Al día siguiente lejos del orfanato nos deshicimos de aquel resto calcinado, a la vez que nos conjuramos en no contar el incidente, ni el posible paradero de aquella prueba comprometedora; con final, posiblemente, en seguro vertedero. Semejante precaución no era baladí, pues sin quererlo, ni pretenderlo, habíamos condenado a su propietario o, mejor dicho, su depositario --un interno apellidado Segura y apodado Cebolla menor; por más señas hermano pequeño del Cebolla mayor-- a la peor de las penas: la cadena perpetua. Mil veces que se le interrogó sobre la desaparición de la prenda, mil veces exteriorizó su perplejidad, y mil veces no le creyeron. Aunque repetidamente esgrimió su desconocimiento por lo que se le preguntaba, se le castigó sin postre y sin recreo hasta que apareciera el guardapolvo. Obviamente nunca apareció. ¿A ver quién era el valiente que se confesaba culpable del suceso en aquel rígido contexto, con la espada de Damocles siempre gravitando peligrosamente sobre nuestras cabezas?
Aquella imaginaria visión del orfanato ardiendo por los cuatro costados, con los dedos acusadores señalándonos como los culpables, hizo que desistiéramos de los misterios de la química por descubrir... bueno en realidad aquel temprano abandono tuvo que ver más con la necesidad de evitar acabar con todos los guardapolvos de los chicos... o tal vez lo más seguro es que nuestras ya crónicas carencias económicas nos impidieran seguir con los experimentos.
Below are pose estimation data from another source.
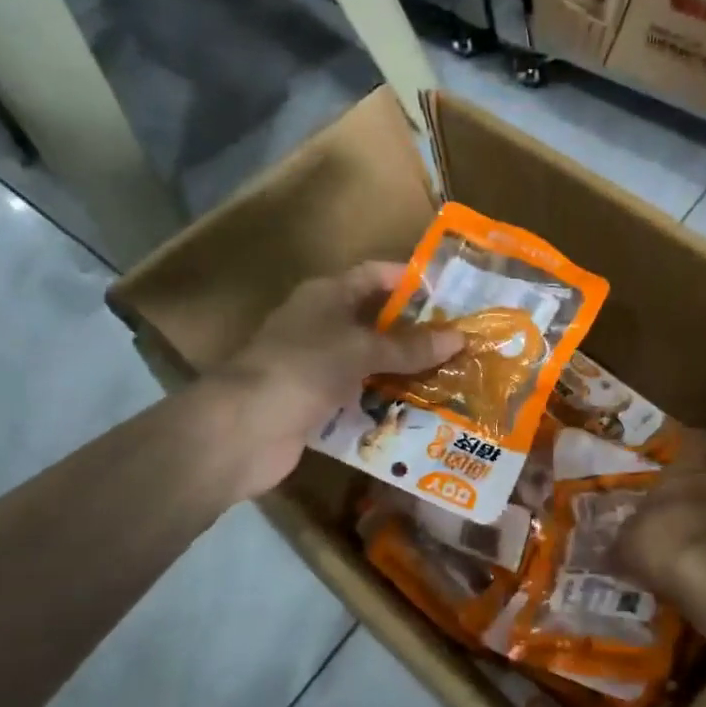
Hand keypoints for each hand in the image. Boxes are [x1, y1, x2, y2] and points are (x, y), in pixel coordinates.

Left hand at [221, 263, 463, 501]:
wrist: (242, 430)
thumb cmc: (302, 369)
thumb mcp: (361, 350)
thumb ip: (409, 346)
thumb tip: (460, 337)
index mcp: (327, 295)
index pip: (375, 276)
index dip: (410, 281)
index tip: (452, 294)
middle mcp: (322, 325)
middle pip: (376, 322)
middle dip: (416, 333)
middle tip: (462, 344)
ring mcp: (317, 366)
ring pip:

La verdad es que lo dejamos pero sin contarle al afectado el episodio de la volatilización de su guardapolvo y el destino final de sus restos en alguna papelera pública de la ciudad. Claro que durante este tiempo nosotros veíamos a la víctima expiatoria de un acontecimiento que nos desbordó; nos cruzábamos con él sabedores de los castigos que perduraban en el tiempo y que por nuestra culpa le habían infligido; nos compadecíamos, eso sí, pero ni mú de la prenda quemada... sabíamos que con el paso del tiempo los castigos se diluirían hasta desaparecer, como así sucedió alegrándonos por ello, proveyéndosele de un nuevo guardapolvo a estrenar.
Señor Segura, cualquiera que sea el lugar donde te encuentres, si al leer este episodio nos tildas de canallas, ten a buen seguro que lo entiendo. También entenderé que te acuerdes, y no de forma amistosa, de todos nuestros familiares. Lo que no entendería es que no aceptaras en mi nombre y, estoy seguro, también en el de mis compañeros nuestras disculpas. Nunca es tarde para disculparse. Gracias de antemano.